Un employé français de l'UNICEF meurt dans une attaque de drone contre Goma, dans l'est de la RDC


Archive – Photographie d'archive du logo du Fonds des Nations Unies pour l'enfance (UNICEF)

– Angelika Warmuth/dpa – Archives

MADRID, le 11 mars (EUROPA PRESS) –

Un employé français du Fonds des Nations Unies pour l'enfance (UNICEF) est décédé ce mercredi des suites d'une attaque de drone contre la ville de Goma, située à l'est de la République démocratique du Congo (RDC) et contrôlée par le groupe rebelle Mouvement du 23 mars (M23), un événement dans lequel vivent des humanitaires et du personnel de l'Union européenne (UE).

« Une employée française de l'UNICEF a été assassinée à Goma », a confirmé le président français Emmanuel Macron, qui a présenté ses condoléances à sa famille, ses proches et ses collègues. « Je demande que le droit humanitaire et le personnel qui est sur le terrain et travaille pour sauver des vies soient respectés », a-t-il souligné dans un message diffusé sur ses réseaux sociaux.

La commissaire européenne chargée de l'égalité, de la préparation et de la gestion des crises, Hadja Lahbib, a souligné qu' »un drone a frappé un immeuble résidentiel à Goma, en RDC, où vivent des travailleurs humanitaires et du personnel de la Direction générale de la protection civile et de l'aide humanitaire de la Commission européenne ».

« Toutes les parties doivent respecter leurs engagements. Les travailleurs humanitaires ne doivent jamais être une cible. Le droit international humanitaire doit toujours être respecté », a-t-il déclaré sur ses réseaux sociaux, sans pour l'instant revendiquer la responsabilité de l'attaque de Goma.

Le M23 a accusé les autorités de la RDC de cette « attaque terroriste » et a indiqué qu'il y avait trois décès confirmés, dont celui dudit employé de l'UNICEF, dont l'identité n'a pas été confirmée pour l'instant. Ainsi, le groupe a accusé « le régime de Tshisekedi Tshilombo – en référence au président congolais Félix Tshisekedi – » d'« une attaque contre l'ONU et l'UE ».

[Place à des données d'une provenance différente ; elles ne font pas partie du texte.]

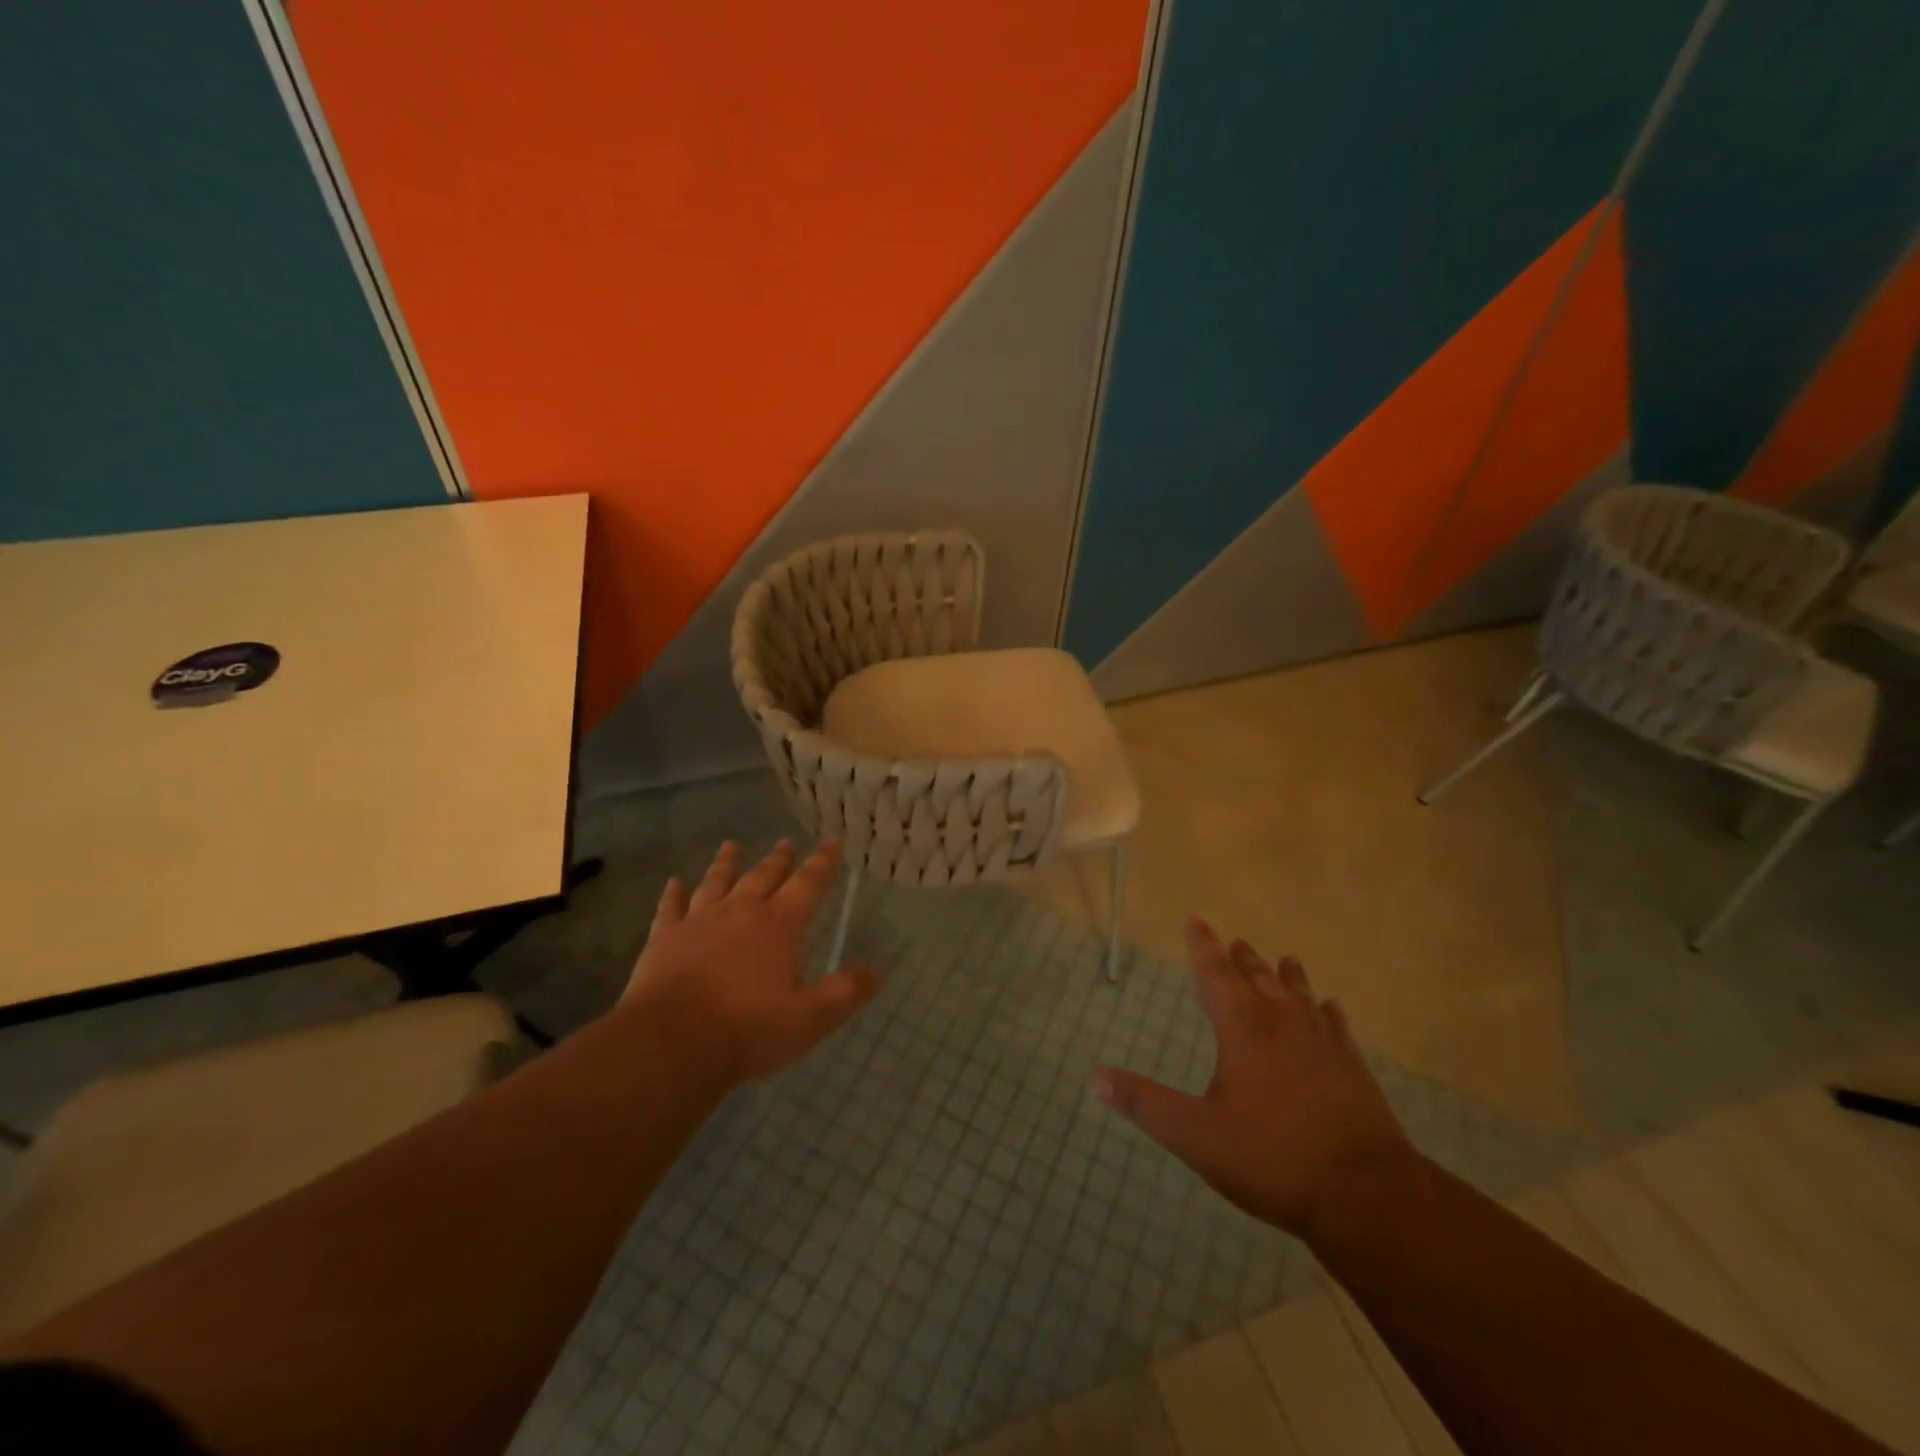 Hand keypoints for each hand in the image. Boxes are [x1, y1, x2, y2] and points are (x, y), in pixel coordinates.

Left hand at [623, 839, 881, 1087]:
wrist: (673, 1043)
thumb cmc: (749, 1029)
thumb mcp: (811, 1018)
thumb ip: (845, 993)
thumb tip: (877, 971)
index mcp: (779, 925)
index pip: (808, 884)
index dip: (823, 862)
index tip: (831, 841)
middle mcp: (741, 912)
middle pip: (763, 876)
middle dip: (778, 860)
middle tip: (785, 842)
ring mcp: (699, 922)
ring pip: (716, 883)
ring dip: (726, 864)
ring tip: (730, 846)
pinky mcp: (665, 939)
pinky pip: (671, 908)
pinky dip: (673, 894)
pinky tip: (673, 883)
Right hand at [1094, 917, 1415, 1241]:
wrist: (1366, 1194)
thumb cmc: (1271, 1157)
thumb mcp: (1195, 1135)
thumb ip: (1145, 1104)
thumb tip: (1095, 1079)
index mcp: (1243, 1028)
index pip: (1214, 973)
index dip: (1202, 945)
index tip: (1195, 918)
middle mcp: (1282, 1022)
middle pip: (1258, 978)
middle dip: (1242, 959)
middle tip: (1236, 941)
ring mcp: (1323, 1043)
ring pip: (1299, 995)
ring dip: (1285, 976)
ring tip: (1282, 958)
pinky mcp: (1353, 1068)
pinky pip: (1336, 1026)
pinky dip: (1327, 1011)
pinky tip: (1330, 1008)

En ce sens, il a souligné que cette attaque a été lancée contre un lieu « très éloigné de la ligne de front » et a ajouté que « cet acte d'agression représente une provocation intolérable qui affecte une zone urbaine densément peuplée, mettant délibérément en danger des milliers de civils innocents ».

Le M23, qui a pris le contrôle de Goma en janvier 2025 dans le cadre d'une offensive dans l'est de la RDC, a accusé le 25 février l'armée d'avoir lancé une « offensive à grande échelle » dans la zone, comprenant des attaques contre des « zones densément peuplées », malgré le cessez-le-feu en vigueur pour tenter de contenir le conflit.

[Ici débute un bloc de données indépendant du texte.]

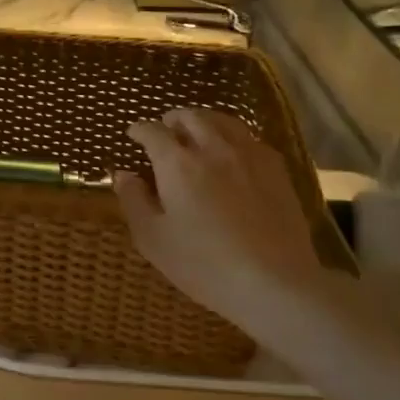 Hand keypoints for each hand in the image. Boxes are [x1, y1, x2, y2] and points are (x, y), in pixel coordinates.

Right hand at [114, 108, 324, 329]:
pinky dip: (233, 137)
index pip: (153, 132)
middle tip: (165, 127)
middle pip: (192, 117)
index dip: (140, 130)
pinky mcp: (277, 170)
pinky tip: (232, 153)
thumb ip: (134, 201)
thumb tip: (123, 175)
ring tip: (198, 131)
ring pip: (224, 122)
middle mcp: (213, 148)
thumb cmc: (203, 264)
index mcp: (177, 163)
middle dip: (174, 119)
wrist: (273, 282)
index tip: (133, 133)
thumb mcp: (153, 239)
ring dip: (205, 121)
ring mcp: (249, 156)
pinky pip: (250, 140) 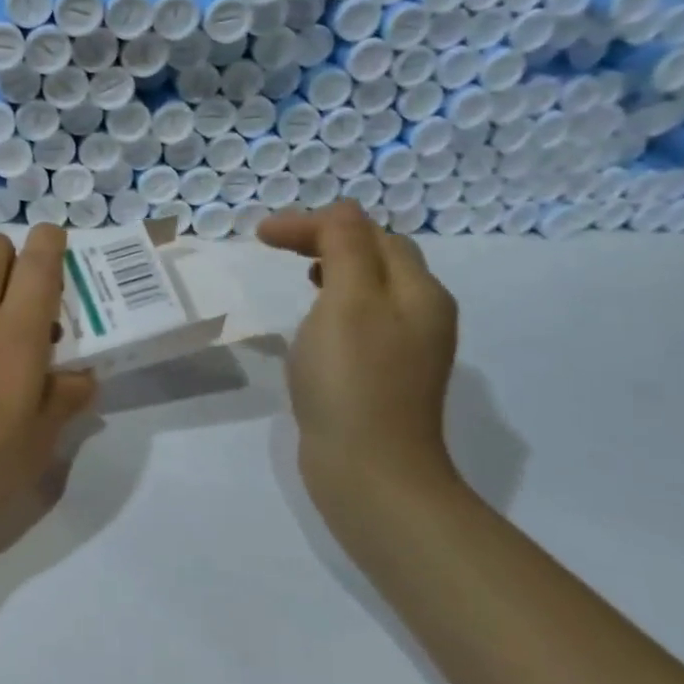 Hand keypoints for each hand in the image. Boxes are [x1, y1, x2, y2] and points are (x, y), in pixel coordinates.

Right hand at [257, 202, 459, 518]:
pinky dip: (334, 304)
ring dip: (333, 269)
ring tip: (300, 274)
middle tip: (277, 245)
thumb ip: (345, 246)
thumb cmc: (353, 379)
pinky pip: (361, 321)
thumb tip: (342, 210)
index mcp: (418, 291)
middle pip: (377, 256)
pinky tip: (312, 324)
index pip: (369, 233)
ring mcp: (405, 349)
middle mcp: (421, 314)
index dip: (316, 224)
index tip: (262, 235)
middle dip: (328, 240)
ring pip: (370, 288)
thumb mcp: (347, 300)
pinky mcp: (384, 376)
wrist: (371, 472)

Le groupe rebelle – soutenu par le Rwanda et composé principalement de Tutsis congolais – a pris le contrôle d'une grande partie des provinces du Nord-Kivu et du Sud-Kivu en 2025, y compris leurs capitales respectives, Goma et Bukavu, au milieu d'une offensive qui a fait monter les tensions entre Kinshasa et Kigali et a donné lieu par la suite à un processus de négociations pour empêcher l'expansion du conflit dans la région.